Picts, succession, kingship, Bede, medieval, Scotland

When we consider the history of the Picts we are faced with the perennial challenge for the early medievalist of deciding whether the fragments of evidence which survive are representative of the reality of Pictish society, or whether they provide us with distortions, based on patterns of survival. This issue is as relevant to the subject of royal succession as it is to other aspects of Pictish history. The debate over whether the Picts practised a matrilineal system, with the son of the previous king's sister becoming the next king, or whether it was a patrilineal system, with the kingship generally passing through the male line, has dominated the discussion of Pictish succession. Until the 1980s, the matriliny thesis was virtually unquestioned, and accepted by scholars including F. T. Wainwright, Marjorie Anderson, and Isabel Henderson.1 The bases for this view were the accounts of the Pictish settlement of northern Britain in Bede's 'Ecclesiastical History of the English People' and Irish texts written throughout the medieval period, but mainly surviving in versions from the twelfth century or later.2 In these sources it was claimed that the Picts went to Ireland before arriving in northern Britain, and that they obtained wives from the Irish, with some versions stating that this was done on condition that the succession went through the female line. Other sources which did not openly discuss the nature of Pictish [End Page 1] succession, particularly the Irish chronicles and the Pictish king-lists, were then interpreted by scholars in relation to these accounts and were thought to support them.

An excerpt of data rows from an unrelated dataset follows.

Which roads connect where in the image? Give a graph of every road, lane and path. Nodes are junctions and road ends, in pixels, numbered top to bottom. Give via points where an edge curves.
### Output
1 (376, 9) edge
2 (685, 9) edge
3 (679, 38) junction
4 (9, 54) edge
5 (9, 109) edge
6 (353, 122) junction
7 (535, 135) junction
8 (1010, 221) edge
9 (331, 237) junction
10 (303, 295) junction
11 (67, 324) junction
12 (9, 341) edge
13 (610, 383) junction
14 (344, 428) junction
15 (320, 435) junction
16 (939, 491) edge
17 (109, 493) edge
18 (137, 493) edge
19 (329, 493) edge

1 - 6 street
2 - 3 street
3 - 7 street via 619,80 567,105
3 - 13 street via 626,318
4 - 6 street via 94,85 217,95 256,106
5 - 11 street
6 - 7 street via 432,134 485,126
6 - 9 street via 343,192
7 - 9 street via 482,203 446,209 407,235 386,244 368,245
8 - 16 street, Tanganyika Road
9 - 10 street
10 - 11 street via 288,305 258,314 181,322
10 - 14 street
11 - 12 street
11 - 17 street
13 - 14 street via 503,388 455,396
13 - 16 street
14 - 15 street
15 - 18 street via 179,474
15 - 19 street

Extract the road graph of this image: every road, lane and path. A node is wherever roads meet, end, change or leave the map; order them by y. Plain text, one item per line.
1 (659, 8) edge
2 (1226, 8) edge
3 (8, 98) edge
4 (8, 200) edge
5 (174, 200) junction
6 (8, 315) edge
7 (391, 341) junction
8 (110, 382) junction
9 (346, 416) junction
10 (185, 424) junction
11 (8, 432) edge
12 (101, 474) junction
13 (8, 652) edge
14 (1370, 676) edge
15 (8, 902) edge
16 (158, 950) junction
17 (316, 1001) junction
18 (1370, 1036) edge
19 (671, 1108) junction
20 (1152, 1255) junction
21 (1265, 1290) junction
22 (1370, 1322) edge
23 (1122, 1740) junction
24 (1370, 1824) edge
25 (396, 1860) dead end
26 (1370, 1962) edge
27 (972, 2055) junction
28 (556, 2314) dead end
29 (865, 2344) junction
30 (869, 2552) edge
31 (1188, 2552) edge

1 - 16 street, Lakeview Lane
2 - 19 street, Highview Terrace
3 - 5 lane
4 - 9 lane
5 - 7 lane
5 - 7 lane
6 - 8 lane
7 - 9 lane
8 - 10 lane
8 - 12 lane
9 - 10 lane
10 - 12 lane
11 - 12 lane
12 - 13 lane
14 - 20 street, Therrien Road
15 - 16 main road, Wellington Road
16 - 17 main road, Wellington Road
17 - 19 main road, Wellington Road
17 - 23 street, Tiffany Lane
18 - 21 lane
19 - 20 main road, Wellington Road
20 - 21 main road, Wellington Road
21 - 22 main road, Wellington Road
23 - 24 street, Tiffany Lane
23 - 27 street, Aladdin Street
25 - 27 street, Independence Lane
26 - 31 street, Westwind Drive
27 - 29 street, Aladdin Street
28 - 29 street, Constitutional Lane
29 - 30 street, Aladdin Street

The alternative view of Pictish succession, that the Picts did not practise matrilineal succession, was proposed in 1984 by Alfred Smyth in his book, Warlords and Holy Men, disputed by David Sellar soon after, and has been restated with different arguments by Alex Woolf and Alasdair Ross.3 The latter two scholars independently came to the conclusion that succession through the female line was exceptional, referring to the sons of Derelei, who ruled in the late seventh and early eighth centuries, rather than all Pictish kings. This theory minimised the importance of Bede's account, and rejected the Irish tales, proposing alternative views of Pictish succession: Woolf argued that there was a patrilineal dynasty in the seventh century, and that the succession was generally not dissimilar to that of other kingships in northern Europe. Ross, on the other hand, followed Smyth in proposing a kingship rotating between different groups, and for the intrusion of outsiders into the kingship by foreign rulers, such as the kings of Northumbria from the 650s to 685. However, it is probably fair to state that both the proponents and opponents of the matrilinear theory have concentrated on the issue of whether succession was through the male or female line, a focus found in the medieval texts which addressed the subject.

The intention of this article is not to decide whether the Picts practised matriliny or patriliny. Instead I will focus on other aspects of the succession, since, even though matriliny has been rejected by some scholars, the concentration on this issue may have led to the relative neglect of other facets. While many important points have been made before about the sources, by re-examining the evidence, in particular Bede's 'Ecclesiastical History', the Pictish king-lists and Irish chronicles, in another framework, a different depiction of succession, as well as of Pictish kingship and political structure, can be produced.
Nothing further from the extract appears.